Honte et colère, suite et fin.

Ca
y est, le « signal fort » a été donné. Avec « fermeté et humanité », le gouvernement
vient de résoudre le problème des sans-papiers de Saint-Bernard : 1100 flics et CRS
ont investi l’église ce matin et embarqué manu-militari
les 300 africains.

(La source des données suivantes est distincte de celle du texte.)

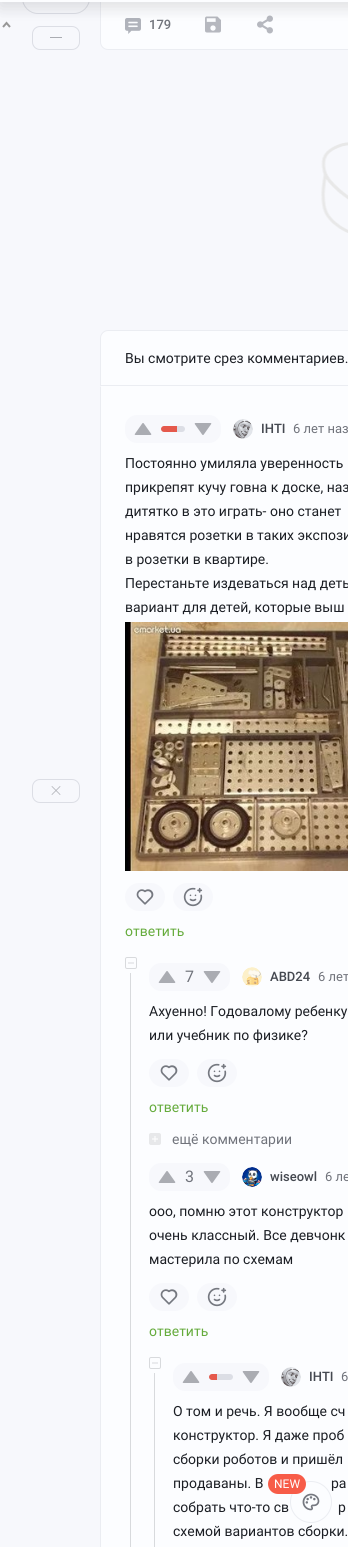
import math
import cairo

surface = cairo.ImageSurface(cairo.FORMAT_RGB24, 348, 1547)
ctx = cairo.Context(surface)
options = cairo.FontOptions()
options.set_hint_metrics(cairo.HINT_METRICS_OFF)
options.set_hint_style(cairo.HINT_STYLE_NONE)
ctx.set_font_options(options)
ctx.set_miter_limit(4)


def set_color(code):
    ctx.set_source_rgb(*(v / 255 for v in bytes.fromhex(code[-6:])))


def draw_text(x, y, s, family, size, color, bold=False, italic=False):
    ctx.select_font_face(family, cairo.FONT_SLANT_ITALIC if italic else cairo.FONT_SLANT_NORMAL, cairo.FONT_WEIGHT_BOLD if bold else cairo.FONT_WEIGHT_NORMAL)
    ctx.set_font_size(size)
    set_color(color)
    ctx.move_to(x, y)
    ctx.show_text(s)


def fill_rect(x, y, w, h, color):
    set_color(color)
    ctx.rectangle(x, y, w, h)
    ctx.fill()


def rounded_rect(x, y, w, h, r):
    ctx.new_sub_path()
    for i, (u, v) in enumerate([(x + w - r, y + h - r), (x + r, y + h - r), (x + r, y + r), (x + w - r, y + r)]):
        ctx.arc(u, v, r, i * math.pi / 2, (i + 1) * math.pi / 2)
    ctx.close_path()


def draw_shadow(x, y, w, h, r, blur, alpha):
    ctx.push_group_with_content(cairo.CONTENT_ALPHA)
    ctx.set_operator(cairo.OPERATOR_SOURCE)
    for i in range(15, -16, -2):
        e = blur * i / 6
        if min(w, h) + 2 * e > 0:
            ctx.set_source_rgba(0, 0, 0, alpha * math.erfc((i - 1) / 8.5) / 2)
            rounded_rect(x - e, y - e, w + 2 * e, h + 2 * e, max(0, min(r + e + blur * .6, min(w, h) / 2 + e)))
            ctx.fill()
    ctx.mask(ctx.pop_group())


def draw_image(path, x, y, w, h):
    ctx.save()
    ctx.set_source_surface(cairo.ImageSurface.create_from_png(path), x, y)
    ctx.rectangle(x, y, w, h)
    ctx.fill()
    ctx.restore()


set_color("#f7f8fc")
ctx.paint()
rounded_rect(22.5, -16.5, 67, 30, 15.5)
set_color("#dcdee5")
ctx.set_line_width(1)
ctx.stroke()
rounded_rect(32.5, 26.5, 47, 23, 7.5)
ctx.stroke()
set_color("#fcfdff")
rounded_rect(100.5, -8.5, 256, 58, 7.5)
ctx.fill_preserve()
set_color("#ebedf2")
ctx.stroke()
draw_image("assets/img1.png", 125, 18, 16, 16)
draw_image("assets/img2.png", 205, 16, 16, 17)
draw_image("assets/img3.png", 257, 15, 16, 19)
set_color("#000000")
draw_shadow(0, -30, 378, 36, 0, 10, 0.08)
set_color("#292a2e")
draw_shadow(0, -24, 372, 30, 0, 8, 0.08)
fill_rect(0, 0, 348, 2, "#fcfdff")
ctx.new_path()
ctx.move_to(3, 27)
ctx.line_to(6.5, 23)
ctx.line_to(10, 27)
set_color("#979797")
ctx.set_line_width(2)
ctx.stroke()
fill_rect(50, 37, 12, 1, "#aaacb2")
draw_text(149, 29, "179", "Roboto Medium", 13, "#70737b")
draw_image("assets/img4.png", 321, 142, 27, 91)
set_color("#fcfdff")
ctx.new_path()
ctx.move_to(108, 330.5)
ctx.line_to(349, 330.5)
ctx.curve_to(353, 330.5, 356.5, 334, 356.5, 338)
ctx.line_to(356.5, 385.5)
ctx.line_to(100.5, 385.5)
ctx.line_to(100.5, 338)
ctx.curve_to(100.5, 334, 104, 330.5, 108, 330.5)
ctx.close_path()
ctx.fill_preserve()
set_color("#ebedf2")
ctx.set_line_width(1)
ctx.stroke()
draw_text(125, 363, "Вы смотрите срез комментариев.", "Roboto", 14, "#1b1e24")
rounded_rect(32.5, 779.5, 47, 23, 7.5)
set_color("#dcdee5")
ctx.stroke()
set_color("#aaacb2")
ctx.new_path()
ctx.move_to(52, 786)
ctx.line_to(60.5, 794.5)
ctx.line_to(60, 795)
ctx.line_to(51.5, 786.5)
ctx.close_path()
ctx.fill()
ctx.new_path()
ctx.move_to(51.5, 794.5)
ctx.line_to(60, 786)
ctx.line_to(60.5, 786.5)
ctx.line_to(52, 795)
ctx.close_path()
ctx.fill()
fill_rect(100, 386, 248, 1161, "#fcfdff")
set_color("#ebedf2")
ctx.new_path()
ctx.move_to(100, 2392)
ctx.line_to(100, 386)
ctx.line_to(101, 387)
ctx.line_to(101, 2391)
ctx.close_path()
ctx.fill()
set_color("#f7f8fc")
rounded_rect(125, 415, 96, 28, 12)
ctx.fill()
draw_image("assets/img5.png", 134, 423, 18, 12)
set_color("#dcdee5")
rounded_rect(161, 426, 24, 6, 3)
ctx.fill()
set_color("#e5594c")
ctx.new_path()
ctx.move_to(164, 426)
ctx.line_to(177, 426)
ctx.line_to(177, 432)
ctx.line_to(164, 432)
ctx.curve_to(162.5, 432, 161, 430.5, 161, 429)
ctx.curve_to(161, 427.5, 162.5, 426, 164, 426)
ctx.close_path()
ctx.fill()
draw_image("assets/img6.png", 194, 423, 18, 12)
set_color("#f9f9fb")
ctx.arc(243, 429, 10, 0, 2 * math.pi)
ctx.fill()
draw_image("assets/img7.png", 233, 419, 20, 20)
draw_text(261, 433, "IHTI", "Roboto Medium", 13, "#444850")
draw_text(293, 433, "6 лет наз", "Roboto", 13, "#70737b")
draw_text(125, 468, "Постоянно умиляла уверенность", "Roboto", 14, "#1b1e24")
draw_text(125, 492, "прикрепят кучу говна к доске, наз", "Roboto", 14, "#1b1e24")
draw_text(125, 516, "дитятко в это играть- оно станет", "Roboto", 14, "#1b1e24")
draw_text(125, 540, "нравятся розетки в таких экспози", "Roboto", 14, "#1b1e24")
draw_text(125, 564, "в розетки в квартире.", "Roboto", 14, "#1b1e24")
draw_text(125, 588, "Перестаньте издеваться над деть", "Roboto", 14, "#1b1e24")
draw_text(125, 612, "вариант для детей, которые выш", "Roboto", 14, "#1b1e24")
draw_image("assets/img8.png", 125, 622, 223, 249)
set_color("#f7f8fc")
rounded_rect(125, 883, 40, 28, 14)
ctx.fill()
draw_image("assets/img9.png", 136, 889, 18, 16)
rounded_rect(173, 883, 40, 28, 14)
ctx.fill()
draw_image("assets/img10.png", 183, 887, 20, 20)
draw_text(125, 936, "ответить", "Roboto", 14, "#65ab3c")
rounded_rect(125.5, 957.5, 11, 11, 1.5)
set_color("#d8dadd")
ctx.stroke()
ctx.set_fill_rule(cairo.FILL_RULE_EVEN_ODD)
ctx.new_path()
ctx.move_to(134, 963.5)
ctx.line_to(128, 963.5)
ctx.line_to(128, 962.5)
ctx.line_to(134, 962.5)
ctx.fill()
fill_rect(130, 973, 1, 574, "#d8dadd")
set_color("#f7f8fc")
rounded_rect(149, 963, 81, 28, 12)
ctx.fill()
draw_image("assets/img5.png", 158, 971, 18, 12)
draw_text(185, 982, "7", "Roboto", 16, "#70737b")
draw_image("assets/img6.png", 203, 971, 18, 12)
draw_image("assets/img11.png", 242, 967, 20, 20)
draw_text(270, 981, "ABD24", "Roboto Medium", 13, "#444850")
draw_text(318, 981, "6 лет", "Roboto", 13, "#70737b")
draw_text(149, 1016, "Ахуенно! Годовалому ребенку", "Roboto", 14, "#1b1e24")
draw_text(149, 1040, "или учебник по физике?", "Roboto", 14, "#1b1e24")
set_color("#f7f8fc")
rounded_rect(149, 1059, 40, 28, 14)
ctx.fill()
draw_image("assets/img9.png", 160, 1065, 18, 16)
rounded_rect(197, 1059, 40, 28, 14)
ctx.fill()
draw_image("assets/img10.png", 207, 1063, 20, 20)
draw_text(149, 1112, "ответить", "Roboto", 14, "#65ab3c")
set_color("#e7e8ea")
rounded_rect(149.5, 1133.5, 11, 11, 1.5)
ctx.fill_preserve()
ctx.stroke()
draw_image("assets/img12.png", 152, 1136, 6, 6)
draw_text(172, 1144, "ещё комментарии", "Roboto", 14, "#70737b")
set_color("#f7f8fc")
rounded_rect(149, 1163, 81, 28, 12)
ctx.fill()
draw_image("assets/img5.png", 158, 1171, 18, 12)
draw_text(185, 1182, "3", "Roboto", 16, "#70737b")
draw_image("assets/img6.png", 203, 1171, 18, 12)
set_color("#f9f9fb")
ctx.arc(252, 1177, 10, 0, 2 * math.pi)
ctx.fill()
draw_image("assets/img13.png", 242, 1167, 20, 20)
draw_text(270, 1181, "wiseowl", "Roboto Medium", 13, "#444850")
draw_text(325, 1181, "6 ле", "Roboto", 13, "#70737b")
draw_text(149, 1216, "ооо, помню этот конструктор", "Roboto", 14, "#1b1e24")
draw_text(149, 1240, "очень классный. Все девчонк", "Roboto", 14, "#1b1e24")
draw_text(149, 1264, "мастерила по схемам", "Roboto", 14, "#1b1e24")
set_color("#f7f8fc")
rounded_rect(149, 1283, 40, 28, 14)
ctx.fill()
draw_image("assets/img9.png", 160, 1289, 18, 16)
rounded_rect(197, 1283, 40, 28, 14)
ctx.fill()
draw_image("assets/img10.png", 207, 1287, 20, 20)
draw_text(149, 1336, "ответить", "Roboto", 14, "#65ab3c")
rounded_rect(149.5, 1357.5, 11, 11, 1.5)
set_color("#d8dadd")
ctx.stroke()
ctx.new_path()
ctx.move_to(158, 1363.5)
ctx.line_to(152, 1363.5)
ctx.line_to(152, 1362.5)
ctx.line_to(158, 1362.5)
ctx.fill()
fill_rect(154, 1373, 1, 174, "#d8dadd")
set_color("#f7f8fc")
rounded_rect(173, 1363, 96, 28, 12)
ctx.fill()
draw_image("assets/img5.png", 182, 1371, 18, 12)
set_color("#dcdee5")
rounded_rect(209, 1374, 24, 6, 3)
ctx.fill()
set_color("#e5594c")
ctx.new_path()
ctx.move_to(212, 1374)
ctx.line_to(217, 1374)
ctx.line_to(217, 1380)
ctx.line_to(212, 1380)
ctx.curve_to(210.5, 1380, 209, 1378.5, 209, 1377)
ctx.curve_to(209, 1375.5, 210.5, 1374, 212, 1374)
ctx.close_path()
ctx.fill()
draw_image("assets/img6.png", 242, 1371, 18, 12)
set_color("#f9f9fb")
ctx.arc(291, 1377, 10, 0, 2 * math.pi)
ctx.fill()
draw_image("assets/img7.png", 281, 1367, 20, 20)
draw_text(309, 1381, "IHTI", "Roboto Medium", 13, "#444850")
draw_text(341, 1381, "6", "Roboto", 13, "#70737b")
draw_text(173, 1416, "О том и речь. Я вообще сч", "Roboto", 14, "#1b1e24")
draw_text(173, 1440, "конструктор. Я даже проб", "Roboto", 14, "#1b1e24")
draw_text(173, 1464, "сборки роботов и пришёл", "Roboto", 14, "#1b1e24")
draw_text(173, 1488, "продаваны. В", "Roboto", 14, "#1b1e24")
draw_text(331, 1488, "ра", "Roboto", 14, "#1b1e24")
draw_text(173, 1512, "собрать что-то св", "Roboto", 14, "#1b1e24")
draw_text(338, 1512, "р", "Roboto", 14, "#1b1e24")
draw_text(173, 1536, "схемой вариантов сборки.", "Roboto", 14, "#1b1e24")
ctx.new_path()
ctx.arc(311, 1502, 20.5, 0, 2 * math.pi)
set_color("#ebedf2")
ctx.stroke()
draw_image("assets/img14.png", 302, 1493, 18, 18)
set_color("#f75c48")
rounded_rect(268, 1474, 38, 20, 10)
ctx.fill()
draw_text(274, 1488, "NEW", "Roboto", 12, "#ffffff")
surface.write_to_png("output.png")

Coups de matraques, gaz lacrymogènes (en présence d’enfants), portes
enfoncées à la hache, une belle action menée en finesse et avec « humanité ».

Encore une fois, l’événement de ce matin a été l’occasion d’apprécier l’inventivité
dialectique de nos dirigeants et leur maîtrise de la langue de bois fascistoïde-mais-pas-trop.

On a ainsi appris qu’« on ne négocie pas la Loi ». Première nouvelle ! Si la loi se
suffisait à elle-même, on ne demanderait pas aux ministres de fixer des décrets d’application
 ; il est donc toujours possible, dans certaines limites, au Ministre de l’Intérieur, de la moduler (et en 5 mois de conflit dont 2 de grève de la faim, ce n’est pas
le temps qui a manqué). Surtout, si la loi s’appliquait « à la lettre », on n’emploierait
pas des juges mais des logiciels informatiques ; « l’esprit » des textes, une notion
inaccessible au minuscule Debré (de toute façon, l’esprit des lois Pasqua, c’est le
bras tendu - le droit - en direction du Front National).

On nous explique également que, ne pouvant bénéficier automatiquement du droit d’asile,
les étrangers doivent quitter le territoire. C’est la loi, ça ? La loi explicite
les situations qui donnent automatiquement droit au titre de séjour, et seulement
quelques rares situations d’exclusion ; ce que le Conseil d’Etat (dont la saisine hier
sert d’alibi à l’intervention d’aujourd’hui) rappelle fort à propos*. Et le fait
de ne pas bénéficier automatiquement d’un droit ne vous en prive pas obligatoirement.
Exemple : ce n’est pas parce que la Loi ne vous donne pas automatiquement droit à un emploi
que vous en êtes obligatoirement privé... pardon, c’est un mauvais exemple.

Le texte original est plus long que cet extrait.